Show every line from the entries that follow which holds the word "Berthon".

--*--

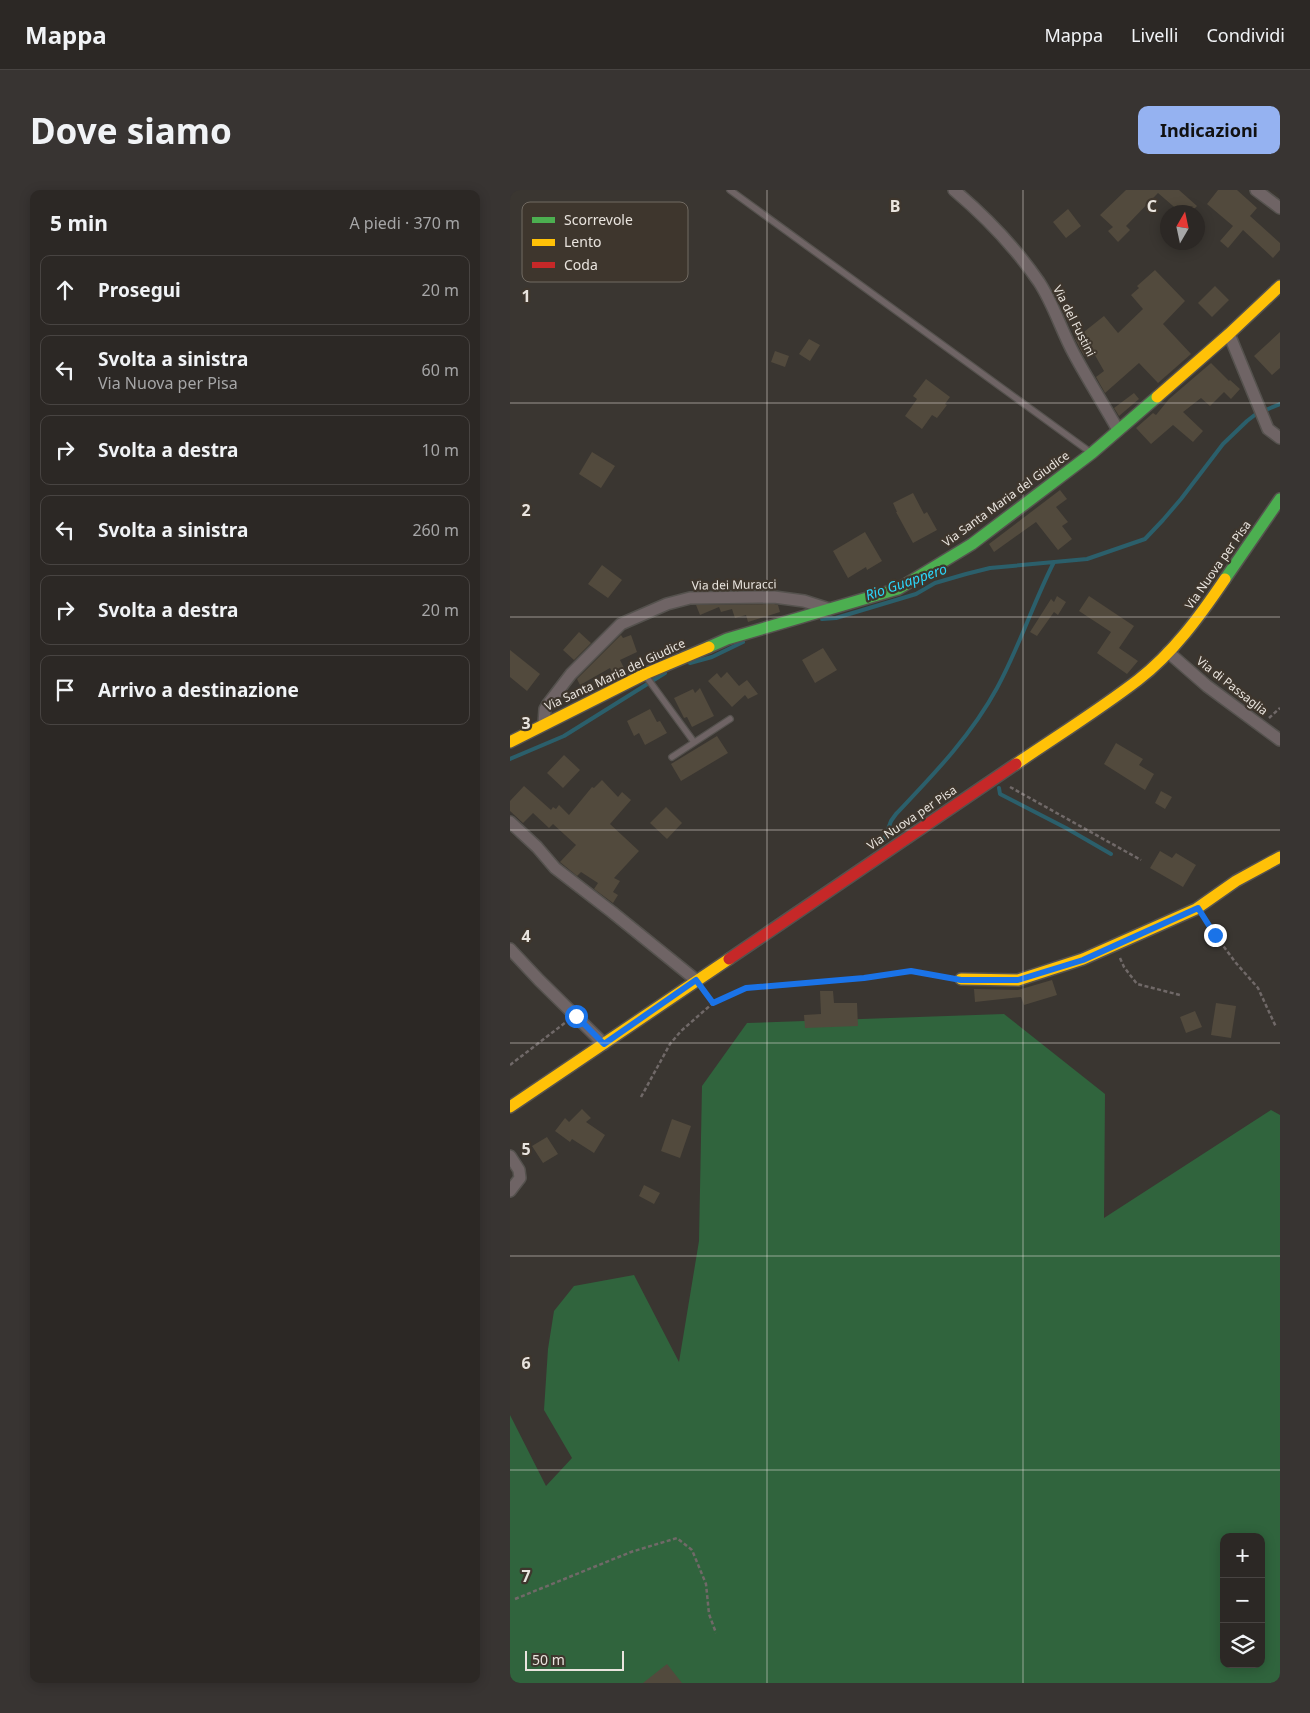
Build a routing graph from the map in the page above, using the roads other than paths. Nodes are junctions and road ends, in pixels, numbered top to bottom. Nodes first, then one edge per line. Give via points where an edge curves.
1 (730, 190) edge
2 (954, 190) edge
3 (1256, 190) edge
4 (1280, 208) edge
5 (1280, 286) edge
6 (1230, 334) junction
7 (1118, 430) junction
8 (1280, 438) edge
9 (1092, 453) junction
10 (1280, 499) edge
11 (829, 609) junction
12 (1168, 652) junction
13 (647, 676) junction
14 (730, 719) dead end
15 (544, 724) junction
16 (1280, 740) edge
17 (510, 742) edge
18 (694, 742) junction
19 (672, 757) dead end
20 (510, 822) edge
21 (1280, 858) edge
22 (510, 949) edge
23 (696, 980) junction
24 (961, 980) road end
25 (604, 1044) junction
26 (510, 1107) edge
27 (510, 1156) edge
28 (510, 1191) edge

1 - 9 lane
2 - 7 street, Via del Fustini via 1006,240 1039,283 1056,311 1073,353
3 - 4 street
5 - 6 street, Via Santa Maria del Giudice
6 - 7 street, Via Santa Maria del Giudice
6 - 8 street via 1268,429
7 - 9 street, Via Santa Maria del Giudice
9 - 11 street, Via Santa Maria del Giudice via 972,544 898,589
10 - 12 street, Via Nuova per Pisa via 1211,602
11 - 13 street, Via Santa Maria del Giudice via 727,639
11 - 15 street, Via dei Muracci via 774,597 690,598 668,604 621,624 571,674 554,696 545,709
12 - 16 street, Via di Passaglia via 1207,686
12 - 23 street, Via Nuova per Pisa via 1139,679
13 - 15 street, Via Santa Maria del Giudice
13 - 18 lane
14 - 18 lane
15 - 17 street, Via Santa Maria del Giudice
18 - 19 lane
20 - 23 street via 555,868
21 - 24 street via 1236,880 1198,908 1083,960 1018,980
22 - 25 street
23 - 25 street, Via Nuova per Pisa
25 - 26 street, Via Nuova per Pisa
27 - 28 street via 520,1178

--*--

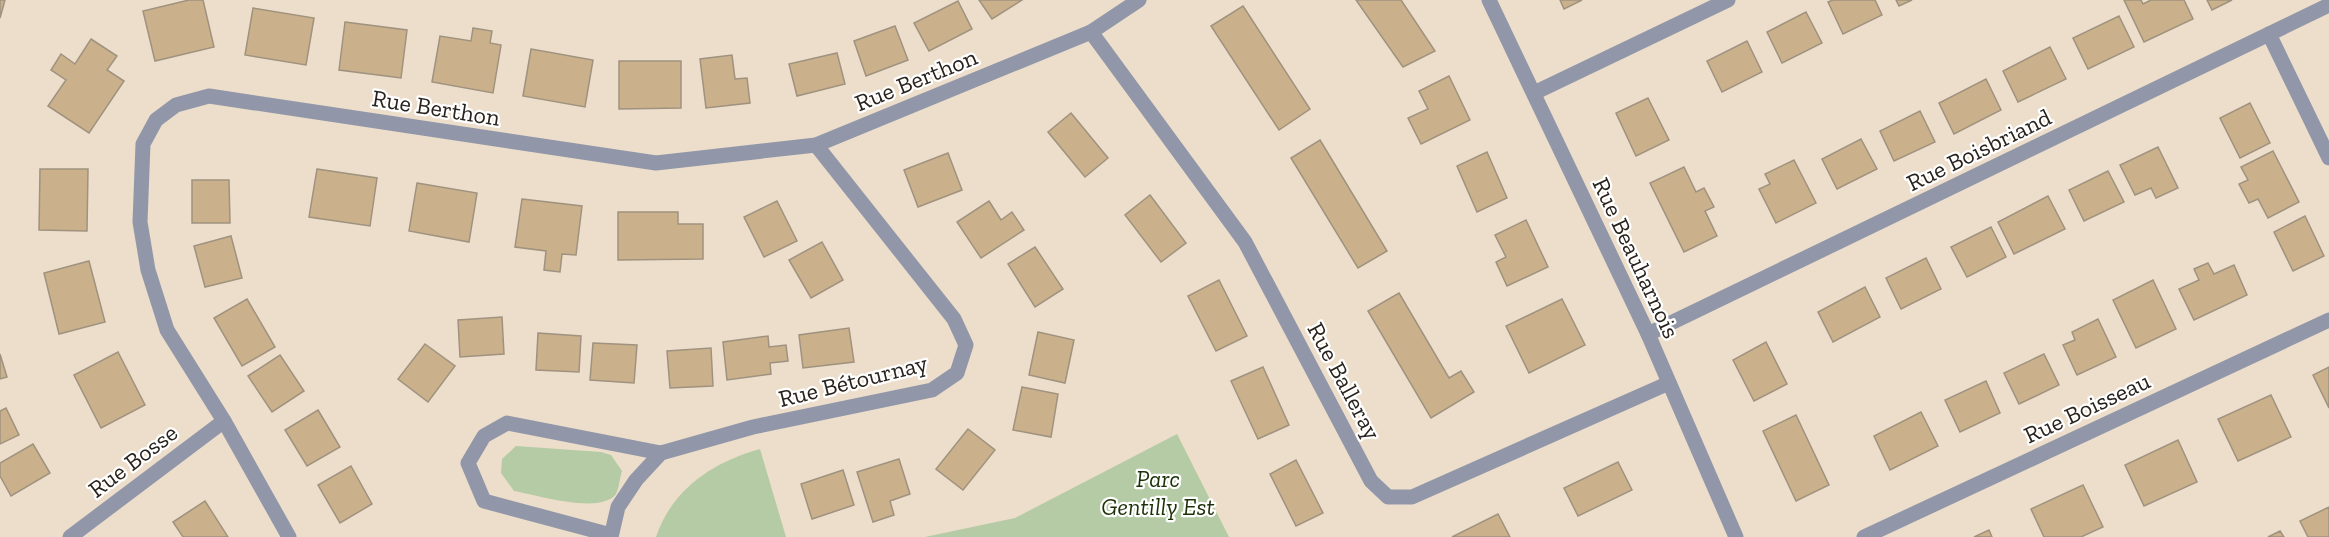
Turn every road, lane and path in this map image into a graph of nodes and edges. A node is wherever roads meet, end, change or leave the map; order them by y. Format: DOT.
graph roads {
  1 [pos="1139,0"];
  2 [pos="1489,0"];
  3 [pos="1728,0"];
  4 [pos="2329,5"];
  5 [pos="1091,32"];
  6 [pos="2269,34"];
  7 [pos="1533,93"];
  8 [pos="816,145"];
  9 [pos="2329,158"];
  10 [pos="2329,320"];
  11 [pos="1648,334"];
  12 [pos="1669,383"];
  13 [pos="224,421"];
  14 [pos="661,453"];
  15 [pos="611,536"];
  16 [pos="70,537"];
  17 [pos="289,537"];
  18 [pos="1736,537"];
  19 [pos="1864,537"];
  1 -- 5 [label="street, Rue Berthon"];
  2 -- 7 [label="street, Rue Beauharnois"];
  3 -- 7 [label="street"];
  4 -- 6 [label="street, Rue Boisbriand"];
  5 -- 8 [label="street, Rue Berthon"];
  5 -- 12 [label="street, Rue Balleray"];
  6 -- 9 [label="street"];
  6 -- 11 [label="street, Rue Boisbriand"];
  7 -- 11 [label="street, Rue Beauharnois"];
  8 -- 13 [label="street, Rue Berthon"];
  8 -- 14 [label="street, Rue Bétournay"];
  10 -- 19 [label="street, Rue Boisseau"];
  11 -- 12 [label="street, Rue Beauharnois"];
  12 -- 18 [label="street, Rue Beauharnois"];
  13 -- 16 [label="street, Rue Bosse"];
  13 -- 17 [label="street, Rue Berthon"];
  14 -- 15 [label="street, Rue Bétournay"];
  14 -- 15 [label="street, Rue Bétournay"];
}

--*--

### Solved exercise
  1 -- 5 [label="street, Rue Berthon"];
  5 -- 8 [label="street, Rue Berthon"];
  8 -- 13 [label="street, Rue Berthon"];
  13 -- 17 [label="street, Rue Berthon"];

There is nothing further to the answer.